Exercise
Every entry below should be repeated exactly; the pictures should not.

Stored data
- - -

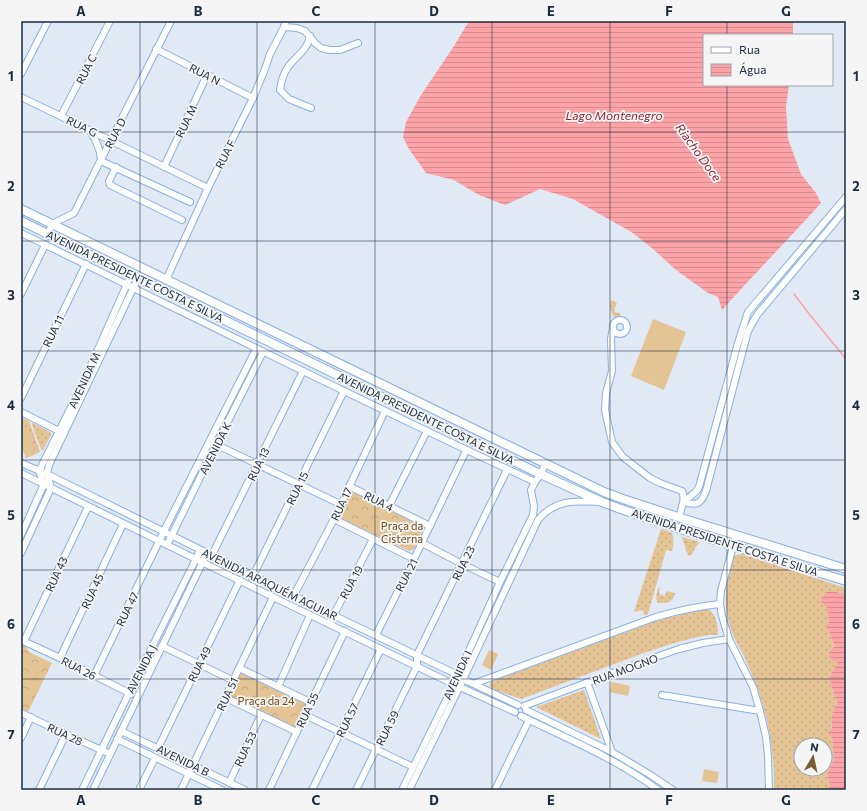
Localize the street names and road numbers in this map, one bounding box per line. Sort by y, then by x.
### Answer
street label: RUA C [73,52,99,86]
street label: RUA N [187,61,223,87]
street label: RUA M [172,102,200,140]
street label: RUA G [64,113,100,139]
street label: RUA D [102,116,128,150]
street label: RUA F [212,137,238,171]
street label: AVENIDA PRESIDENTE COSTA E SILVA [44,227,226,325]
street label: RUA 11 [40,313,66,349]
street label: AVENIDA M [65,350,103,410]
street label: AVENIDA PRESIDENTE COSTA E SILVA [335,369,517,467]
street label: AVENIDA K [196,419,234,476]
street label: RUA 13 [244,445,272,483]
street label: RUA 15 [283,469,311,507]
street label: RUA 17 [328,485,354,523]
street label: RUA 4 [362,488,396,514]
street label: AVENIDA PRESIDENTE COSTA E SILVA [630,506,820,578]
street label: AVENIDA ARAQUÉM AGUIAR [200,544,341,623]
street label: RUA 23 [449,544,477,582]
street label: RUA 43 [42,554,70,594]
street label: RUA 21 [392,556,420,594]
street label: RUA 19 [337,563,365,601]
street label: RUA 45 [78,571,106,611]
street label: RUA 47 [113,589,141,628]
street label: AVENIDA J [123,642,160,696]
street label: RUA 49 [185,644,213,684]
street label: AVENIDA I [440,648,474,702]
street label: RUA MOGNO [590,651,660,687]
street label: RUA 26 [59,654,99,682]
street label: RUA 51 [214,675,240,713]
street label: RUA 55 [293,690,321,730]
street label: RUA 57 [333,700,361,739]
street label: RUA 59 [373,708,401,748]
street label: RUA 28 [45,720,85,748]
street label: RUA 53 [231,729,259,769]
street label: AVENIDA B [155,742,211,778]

- - -

Exercise result
Localize the street names and road numbers in this map, one bounding box per line. Sort by y, then by x.
### Answer
street label: RUA C [73,52,99,86]
street label: RUA N [187,61,223,87]
street label: RUA M [172,102,200,140]
street label: RUA G [64,113,100,139]
street label: RUA D [102,116,128,150]
street label: RUA F [212,137,238,171]
street label: AVENIDA PRESIDENTE COSTA E SILVA [44,227,226,325]
street label: RUA 11 [40,313,66,349]
street label: AVENIDA M [65,350,103,410]
street label: AVENIDA PRESIDENTE COSTA E SILVA [335,369,517,467]
street label: AVENIDA K [196,419,234,476]
street label: RUA 13 [244,445,272,483]
street label: RUA 15 [283,469,311,507]
street label: RUA 17 [328,485,354,523]
street label: RUA 4 [362,488,396,514]
street label: AVENIDA PRESIDENTE COSTA E SILVA [630,506,820,578]
street label: AVENIDA ARAQUÉM AGUIAR [200,544,341,623]
street label: RUA 23 [449,544,477,582]
street label: RUA 43 [42,554,70,594]
street label: RUA 21 [392,556,420,594]
street label: RUA 19 [337,563,365,601]
street label: RUA 45 [78,571,106,611]
street label: RUA 47 [113,589,141,628]
street label: AVENIDA J [123,642,160,696]
street label: RUA 49 [185,644,213,684]
street label: AVENIDA I [440,648,474,702]
street label: RUA MOGNO [590,651,660,687]
street label: RUA 26 [59,654,99,682]
street label: RUA 51 [214,675,240,713]
street label: RUA 55 [293,690,321,730]
street label: RUA 57 [333,700,361,739]
street label: RUA 59 [373,708,401,748]
street label: RUA 28 [45,720,85,748]
street label: RUA 53 [231,729,259,769]
street label: AVENIDA B [155,742,211,778]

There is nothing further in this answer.